DATASET RECORDS
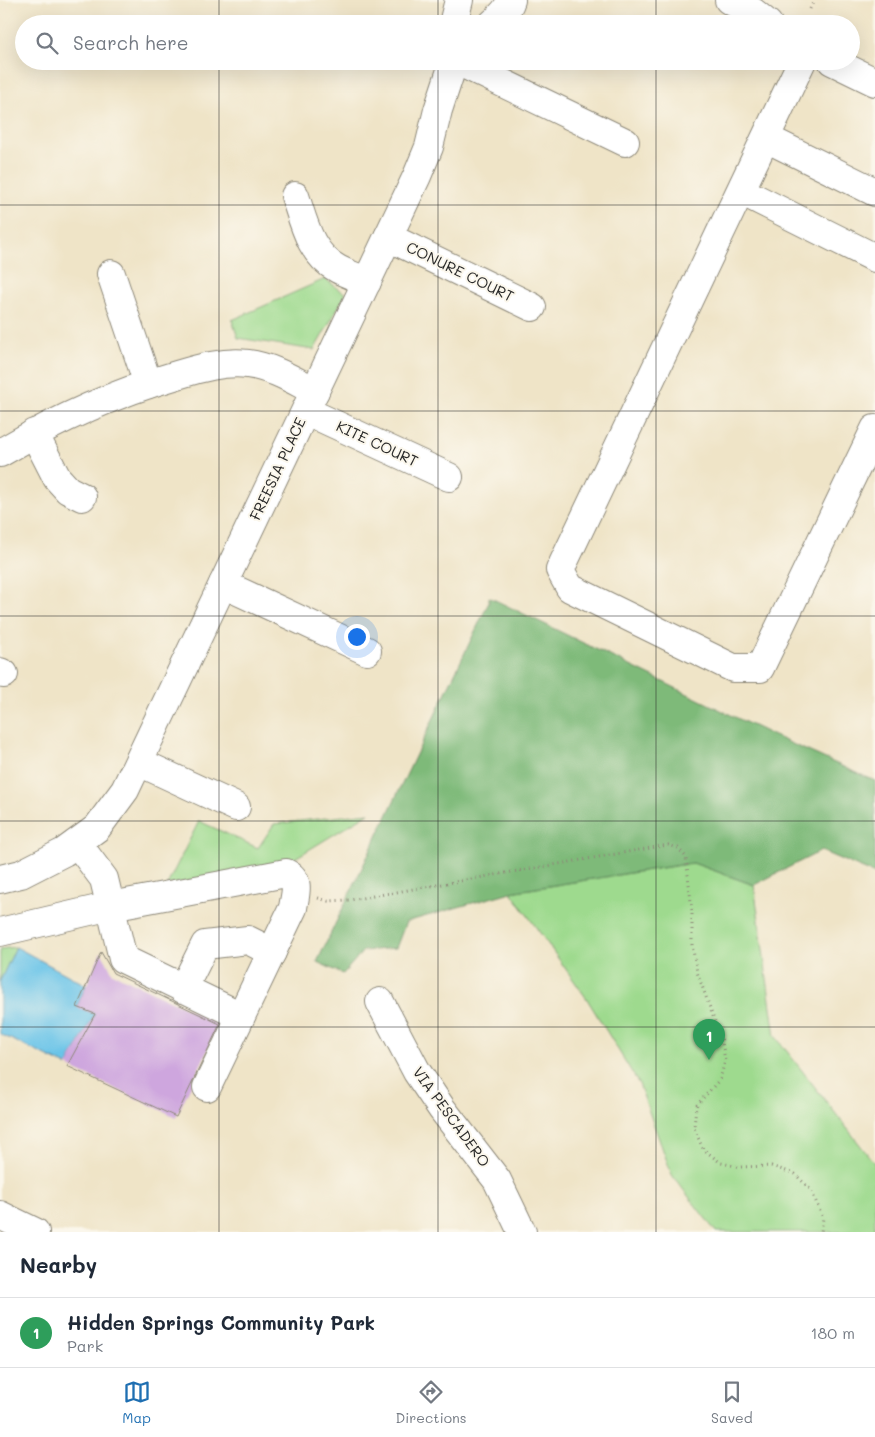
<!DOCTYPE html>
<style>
:root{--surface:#fff;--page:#f2f2f3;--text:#1f2937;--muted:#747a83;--line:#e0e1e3;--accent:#1f6fb2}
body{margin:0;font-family:Mali,sans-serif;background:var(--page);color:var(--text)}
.you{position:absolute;left:356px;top:636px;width:18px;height:18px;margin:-12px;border:4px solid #fff;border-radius:50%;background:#1a73e8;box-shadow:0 0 0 8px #1a73e833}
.badge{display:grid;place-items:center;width:32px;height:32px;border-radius:50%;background:var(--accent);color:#fff;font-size:16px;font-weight:700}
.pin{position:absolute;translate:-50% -41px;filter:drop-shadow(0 1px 2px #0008)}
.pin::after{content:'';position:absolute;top:26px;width:18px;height:15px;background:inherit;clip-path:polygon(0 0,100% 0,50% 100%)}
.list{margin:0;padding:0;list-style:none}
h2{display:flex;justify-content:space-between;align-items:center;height:65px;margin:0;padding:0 20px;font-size:21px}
h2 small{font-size:16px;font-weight:400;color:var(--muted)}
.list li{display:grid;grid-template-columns:32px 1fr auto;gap:15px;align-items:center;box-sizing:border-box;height:70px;padding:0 20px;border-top:1px solid var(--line)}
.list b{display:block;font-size:19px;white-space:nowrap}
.list p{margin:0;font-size:16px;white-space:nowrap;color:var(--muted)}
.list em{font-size:16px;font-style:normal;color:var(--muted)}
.icon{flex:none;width:28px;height:28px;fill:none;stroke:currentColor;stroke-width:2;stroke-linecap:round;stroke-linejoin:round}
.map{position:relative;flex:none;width:875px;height:1232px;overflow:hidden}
.search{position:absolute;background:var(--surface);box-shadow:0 5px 20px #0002;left:15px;right:15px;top:15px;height:55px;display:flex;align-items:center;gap:12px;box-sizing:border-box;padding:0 18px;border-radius:28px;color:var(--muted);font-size:19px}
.sheet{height:135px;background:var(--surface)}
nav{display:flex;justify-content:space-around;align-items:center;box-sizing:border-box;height:70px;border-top:1px solid var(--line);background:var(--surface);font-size:14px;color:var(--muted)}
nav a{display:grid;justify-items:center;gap:2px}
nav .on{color:var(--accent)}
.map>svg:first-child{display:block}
.green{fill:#9eda8e;stroke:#64825c}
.forest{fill:#7eba79;stroke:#547252}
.water{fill:#6ac4e8;stroke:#4a788a}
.building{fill:#cea6de}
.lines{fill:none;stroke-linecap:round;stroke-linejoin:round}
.minor-casing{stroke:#8d8879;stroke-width:30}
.major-casing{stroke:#8d8879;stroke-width:30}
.path{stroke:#8d8879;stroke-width:3;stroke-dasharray:1 4;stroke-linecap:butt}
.minor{stroke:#fff;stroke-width:28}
.major{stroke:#fff;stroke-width:28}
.grid{fill:none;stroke:#2b2b2b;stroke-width:1;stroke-opacity:0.55}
.labels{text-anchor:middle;stroke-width:4;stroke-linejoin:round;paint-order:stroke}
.street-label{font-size:15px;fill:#2b2b2b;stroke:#fbf7ec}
</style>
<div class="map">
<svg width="875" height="1232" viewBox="0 0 875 1232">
<rect width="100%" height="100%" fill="#fbf7ec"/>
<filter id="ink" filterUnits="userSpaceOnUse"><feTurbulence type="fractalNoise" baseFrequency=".02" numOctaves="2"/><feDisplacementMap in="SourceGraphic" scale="10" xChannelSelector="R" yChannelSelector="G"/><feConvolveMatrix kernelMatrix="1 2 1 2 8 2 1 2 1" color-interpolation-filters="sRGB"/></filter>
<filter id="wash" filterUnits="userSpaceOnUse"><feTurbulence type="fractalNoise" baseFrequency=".0096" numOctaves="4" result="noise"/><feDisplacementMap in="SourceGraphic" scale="20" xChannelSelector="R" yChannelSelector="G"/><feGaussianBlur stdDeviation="1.12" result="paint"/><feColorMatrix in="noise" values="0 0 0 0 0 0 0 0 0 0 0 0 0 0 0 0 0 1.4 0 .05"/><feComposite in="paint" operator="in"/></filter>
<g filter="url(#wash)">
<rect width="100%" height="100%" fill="#efe4c7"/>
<g class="green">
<polygon points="325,279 346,294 314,350 238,338 232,320"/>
<polygon points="369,813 284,865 167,885 199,821 258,848 274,824"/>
<polygon points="693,863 754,885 775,1036 875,1164 875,1232 716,1232 672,1175 639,1084 587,999 511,892"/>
<polygon points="16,947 0,981 0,949"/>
</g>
<polygon class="forest" points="489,597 772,735 875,781 875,874 821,851 754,885 693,863 511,892 406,922 396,948 363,951 343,974 317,962 489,602"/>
<polygon class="water" points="16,947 86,985 77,1007 95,1014 67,1066 0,1034 0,981"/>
<g id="blocks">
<polygon class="building" points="101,952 113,973 220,1024 176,1117 67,1066 95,1014 77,1007"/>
</g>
</g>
<g filter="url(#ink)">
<use href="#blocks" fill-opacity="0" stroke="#8d8879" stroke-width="1"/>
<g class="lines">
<g class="minor-casing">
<g id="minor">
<polyline points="453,24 459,0"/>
<path d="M492,24C500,17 508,10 511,0"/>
<polyline points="457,61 625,142"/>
<polyline points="802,61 560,570 570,588 733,668 760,668 875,429"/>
<polyline points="766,138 875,192"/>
<polyline points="741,191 875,258"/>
<path d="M295,196C304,223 310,254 338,269C347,274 357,277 367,282"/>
<polyline points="388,237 532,307"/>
<polyline points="111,274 148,384"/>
<polyline points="306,411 449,477"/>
<polyline points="34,433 57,478 68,490 82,497"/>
<path d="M0,453C56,420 115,393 177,375C200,368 224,361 248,364C272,367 293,380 315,391"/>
<polyline points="223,584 367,651"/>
<polyline points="0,672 4,674"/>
<polyline points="139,762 236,807"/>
<polyline points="77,843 104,879 123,959 241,1016"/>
<polyline points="0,879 21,874 64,852 97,828 125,790 417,176 429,147 438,110 454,61"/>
<path d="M0,932L111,906L286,873C301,880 295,894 293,908L207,1087"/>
<polyline points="183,989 205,945 248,940 272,952"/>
<polyline points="380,1002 417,1072 442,1109 497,1180 522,1232"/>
<polyline points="0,1215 35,1232"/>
</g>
</g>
<g class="major-casing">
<g id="major">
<polyline points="729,0 753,12 768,24"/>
<polyline points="832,61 875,82"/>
</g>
</g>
<g class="path">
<polyline points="810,9 814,0"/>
<polyline points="318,898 328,901 350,900 668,845 678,848 686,857 692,911 692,945 697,972 722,1041 725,1061 720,1079 696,1106 694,1128 703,1149 721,1163 740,1167 771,1166 795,1174 811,1190 823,1218 821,1232"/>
</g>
<use href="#minor" class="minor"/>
<use href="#major" class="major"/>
</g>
</g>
<path class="grid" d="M219,0V24M438,0V24M656,0V24M219,61V1232M438,61V1232M656,61V1232M0,205H875M0,411H875M0,616H875M0,821H875M0,1027H875"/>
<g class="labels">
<g class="street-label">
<text transform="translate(460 272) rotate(26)" y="5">CONURE COURT</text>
<text transform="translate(377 444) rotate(25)" y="5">KITE COURT</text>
<text transform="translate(278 469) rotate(-65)" y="5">FREESIA PLACE</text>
<text transform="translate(451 1117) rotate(54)" y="5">VIA PESCADERO</text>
</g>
</g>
</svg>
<div class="you"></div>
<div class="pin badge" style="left:709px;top:1060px;background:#2e9e5b">1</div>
<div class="search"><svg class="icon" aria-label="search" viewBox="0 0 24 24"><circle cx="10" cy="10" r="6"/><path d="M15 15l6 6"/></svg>Search here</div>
</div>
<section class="sheet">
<h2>Nearby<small></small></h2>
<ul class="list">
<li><span class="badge" style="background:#2e9e5b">1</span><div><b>Hidden Springs Community Park</b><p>Park</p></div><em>180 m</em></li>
</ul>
</section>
<nav>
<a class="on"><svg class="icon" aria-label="map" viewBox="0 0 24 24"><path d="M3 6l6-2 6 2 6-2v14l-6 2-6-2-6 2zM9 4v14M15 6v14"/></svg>Map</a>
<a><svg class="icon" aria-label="directions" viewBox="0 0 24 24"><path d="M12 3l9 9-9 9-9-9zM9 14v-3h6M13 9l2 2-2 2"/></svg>Directions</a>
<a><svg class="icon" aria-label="saved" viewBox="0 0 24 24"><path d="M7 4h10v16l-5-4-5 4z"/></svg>Saved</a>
</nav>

WHAT IS EXPECTED
Your answer must consist of every line in the listing that contains "sheet".

RESPONSE TO THE TASK
.sheet{height:135px;background:var(--surface)}
<section class="sheet">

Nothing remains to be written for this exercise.